Geistliche Übungen bei Seneca
Sextius tat dies, dass er zum Abschluss des Tages, wenn er sich zur nächtlichen Ruhe zurückzog, seinen Geist fragte: ,Welchen deiner Fehler hast Du heute geheilt? Welchem Laster bist Du entgegengetreten? An welchem Teil bist Du nun besser?‘ [...] Der Geist wurde entweder gelobt oder ermahnt, und als Betrachter und heimlicher Beurteiler seiner selbst erkannte er seine Sitten.
Ich nutze diese Fähigkeit täglich und spreche bei mir selbst Recht. Wenn das Licht aus dem Gesichtskreis verschwunden und meine Gattin, die meine Sitte schon kennt, still geworden ist, prüfe ich meinen ganzen Tag und ermesse meine Taten und Worte; nichts verberge ich vor mir selbst, nichts umgehe ich.
Die geistige Übung und ihre Stufen nach dem Zeugnis des Philon von Alexandrien
Alles Essbare der Askese stellte er dar, das Suchen, das Prüfen, das Lesen, das Hören, die Aufmerksamkeit, die Selbstbeherrschung, die Gleichgültigkeit gegenüber dem Gleichgültigen.
Der Mönchsvater Evagrios Pontikos (ca. 345-399) regt seine Leser an, das Christentum als Verbindung philosophischer Disziplinen zu begreifen
1. Das Christentum ist die Lehre von unserem Erlöser Christus, die aus der praktischen, der physischen und der theologischen Disziplin besteht.
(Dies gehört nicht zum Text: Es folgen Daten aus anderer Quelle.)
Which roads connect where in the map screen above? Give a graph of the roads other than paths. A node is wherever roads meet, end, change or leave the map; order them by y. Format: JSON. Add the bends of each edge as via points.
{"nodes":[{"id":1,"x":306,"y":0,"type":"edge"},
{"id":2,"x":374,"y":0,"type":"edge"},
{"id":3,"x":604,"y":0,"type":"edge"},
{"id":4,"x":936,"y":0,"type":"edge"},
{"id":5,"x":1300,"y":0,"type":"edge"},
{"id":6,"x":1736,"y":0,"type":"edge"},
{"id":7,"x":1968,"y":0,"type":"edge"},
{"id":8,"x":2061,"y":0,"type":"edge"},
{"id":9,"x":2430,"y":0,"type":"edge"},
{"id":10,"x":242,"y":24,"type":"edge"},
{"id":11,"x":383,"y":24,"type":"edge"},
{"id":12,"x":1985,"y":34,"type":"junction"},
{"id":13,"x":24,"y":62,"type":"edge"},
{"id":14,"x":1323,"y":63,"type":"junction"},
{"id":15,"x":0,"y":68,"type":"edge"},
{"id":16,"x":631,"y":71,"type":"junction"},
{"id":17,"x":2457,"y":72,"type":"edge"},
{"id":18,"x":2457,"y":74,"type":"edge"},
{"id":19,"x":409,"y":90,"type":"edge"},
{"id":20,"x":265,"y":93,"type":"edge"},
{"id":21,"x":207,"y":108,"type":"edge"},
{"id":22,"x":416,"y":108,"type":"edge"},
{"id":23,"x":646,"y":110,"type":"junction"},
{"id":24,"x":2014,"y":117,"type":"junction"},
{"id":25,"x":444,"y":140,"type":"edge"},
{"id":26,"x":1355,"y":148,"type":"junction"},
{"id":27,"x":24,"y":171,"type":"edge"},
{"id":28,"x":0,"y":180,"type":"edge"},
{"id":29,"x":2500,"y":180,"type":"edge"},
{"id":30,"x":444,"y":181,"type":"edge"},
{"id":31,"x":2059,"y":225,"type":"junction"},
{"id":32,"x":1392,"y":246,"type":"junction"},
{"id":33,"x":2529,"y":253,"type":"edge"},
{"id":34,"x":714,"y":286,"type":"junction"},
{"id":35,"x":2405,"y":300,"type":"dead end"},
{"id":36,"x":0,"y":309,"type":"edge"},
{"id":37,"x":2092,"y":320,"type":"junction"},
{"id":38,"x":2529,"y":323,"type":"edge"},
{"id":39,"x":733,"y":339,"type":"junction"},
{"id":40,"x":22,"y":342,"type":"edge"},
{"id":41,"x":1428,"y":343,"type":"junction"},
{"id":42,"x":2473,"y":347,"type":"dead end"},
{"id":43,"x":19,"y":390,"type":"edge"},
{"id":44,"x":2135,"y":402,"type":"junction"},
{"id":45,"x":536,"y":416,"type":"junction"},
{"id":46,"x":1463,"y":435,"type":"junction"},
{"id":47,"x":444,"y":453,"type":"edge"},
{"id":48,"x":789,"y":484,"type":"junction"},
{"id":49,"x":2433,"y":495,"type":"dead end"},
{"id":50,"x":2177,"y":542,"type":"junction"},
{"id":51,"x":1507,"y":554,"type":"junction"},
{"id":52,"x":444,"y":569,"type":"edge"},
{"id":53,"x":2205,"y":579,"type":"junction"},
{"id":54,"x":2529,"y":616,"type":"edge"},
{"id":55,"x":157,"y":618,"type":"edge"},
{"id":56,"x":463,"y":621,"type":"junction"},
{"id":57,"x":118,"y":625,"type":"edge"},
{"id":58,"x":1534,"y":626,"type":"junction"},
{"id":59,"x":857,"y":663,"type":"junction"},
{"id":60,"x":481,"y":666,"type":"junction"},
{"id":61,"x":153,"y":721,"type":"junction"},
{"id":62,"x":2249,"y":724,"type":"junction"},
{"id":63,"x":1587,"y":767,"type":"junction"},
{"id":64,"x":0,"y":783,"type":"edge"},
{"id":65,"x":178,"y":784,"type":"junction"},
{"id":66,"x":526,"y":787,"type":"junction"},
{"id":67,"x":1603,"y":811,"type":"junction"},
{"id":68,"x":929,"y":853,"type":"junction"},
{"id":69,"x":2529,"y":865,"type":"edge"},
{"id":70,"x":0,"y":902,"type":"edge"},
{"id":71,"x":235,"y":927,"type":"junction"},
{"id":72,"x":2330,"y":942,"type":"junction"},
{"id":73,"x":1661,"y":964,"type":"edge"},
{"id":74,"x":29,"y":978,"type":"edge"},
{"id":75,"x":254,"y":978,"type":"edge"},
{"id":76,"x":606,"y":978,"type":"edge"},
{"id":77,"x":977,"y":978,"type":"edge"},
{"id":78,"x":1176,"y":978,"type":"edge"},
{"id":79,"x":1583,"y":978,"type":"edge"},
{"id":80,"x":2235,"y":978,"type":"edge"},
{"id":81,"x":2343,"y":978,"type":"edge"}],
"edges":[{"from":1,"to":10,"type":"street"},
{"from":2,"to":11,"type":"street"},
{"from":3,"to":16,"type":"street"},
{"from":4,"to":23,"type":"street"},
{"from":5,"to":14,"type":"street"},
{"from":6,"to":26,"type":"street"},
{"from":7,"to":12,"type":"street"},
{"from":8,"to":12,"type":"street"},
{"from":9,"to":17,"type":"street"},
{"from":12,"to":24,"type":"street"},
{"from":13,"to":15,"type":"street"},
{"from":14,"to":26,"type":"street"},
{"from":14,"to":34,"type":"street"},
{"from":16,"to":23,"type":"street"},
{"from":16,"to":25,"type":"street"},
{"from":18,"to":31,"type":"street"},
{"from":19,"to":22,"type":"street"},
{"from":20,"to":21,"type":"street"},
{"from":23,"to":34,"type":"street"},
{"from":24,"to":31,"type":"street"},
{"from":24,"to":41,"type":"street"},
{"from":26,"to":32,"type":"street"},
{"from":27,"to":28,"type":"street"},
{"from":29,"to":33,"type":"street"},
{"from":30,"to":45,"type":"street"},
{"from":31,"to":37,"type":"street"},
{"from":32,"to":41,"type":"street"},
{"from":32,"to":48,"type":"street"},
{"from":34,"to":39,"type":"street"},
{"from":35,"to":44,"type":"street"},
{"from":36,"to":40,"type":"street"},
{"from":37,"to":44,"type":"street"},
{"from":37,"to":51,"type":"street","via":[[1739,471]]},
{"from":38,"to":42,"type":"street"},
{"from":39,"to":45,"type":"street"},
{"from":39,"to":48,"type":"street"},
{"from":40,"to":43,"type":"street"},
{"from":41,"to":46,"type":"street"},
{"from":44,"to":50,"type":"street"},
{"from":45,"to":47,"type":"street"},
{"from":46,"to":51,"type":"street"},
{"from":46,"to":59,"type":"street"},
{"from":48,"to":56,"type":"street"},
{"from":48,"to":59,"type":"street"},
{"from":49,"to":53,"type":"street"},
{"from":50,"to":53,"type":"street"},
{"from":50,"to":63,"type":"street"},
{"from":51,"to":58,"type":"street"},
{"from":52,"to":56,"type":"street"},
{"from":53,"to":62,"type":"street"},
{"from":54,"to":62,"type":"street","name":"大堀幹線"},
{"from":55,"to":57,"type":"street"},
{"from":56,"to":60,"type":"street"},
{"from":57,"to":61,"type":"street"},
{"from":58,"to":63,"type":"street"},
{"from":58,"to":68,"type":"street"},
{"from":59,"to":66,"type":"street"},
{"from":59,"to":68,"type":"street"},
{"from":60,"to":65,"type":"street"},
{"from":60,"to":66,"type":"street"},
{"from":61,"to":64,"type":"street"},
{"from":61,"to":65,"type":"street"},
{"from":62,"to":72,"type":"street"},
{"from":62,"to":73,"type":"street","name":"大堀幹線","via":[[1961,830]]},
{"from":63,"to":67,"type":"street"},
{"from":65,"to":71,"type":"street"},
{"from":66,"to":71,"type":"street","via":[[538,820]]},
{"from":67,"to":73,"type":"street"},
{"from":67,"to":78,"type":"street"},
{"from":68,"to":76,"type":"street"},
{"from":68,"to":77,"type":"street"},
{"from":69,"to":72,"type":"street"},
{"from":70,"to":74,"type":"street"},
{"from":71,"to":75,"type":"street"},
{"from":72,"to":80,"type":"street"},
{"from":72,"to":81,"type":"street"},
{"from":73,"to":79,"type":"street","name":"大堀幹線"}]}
2. Das ,Königreich der Himmel‘ (Matthäus 13, 11) ist die Leidensfreiheit der Seele verbunden mit wahrer Erkenntnis alles Seienden.
3. Das ,Königreich Gottes‘ (Markus 4, 11)* ist die Erkenntnis der heiligen Trinität, die mit der Zusammenstellung des Geistes gemeinsam ausgedehnt ist und seine Unzerstörbarkeit überragt.
*Beide Bibelstellen sind exakte Parallelen, an denen die Evangelisten nur andere Ausdrücke für das Reich Gottes wählen.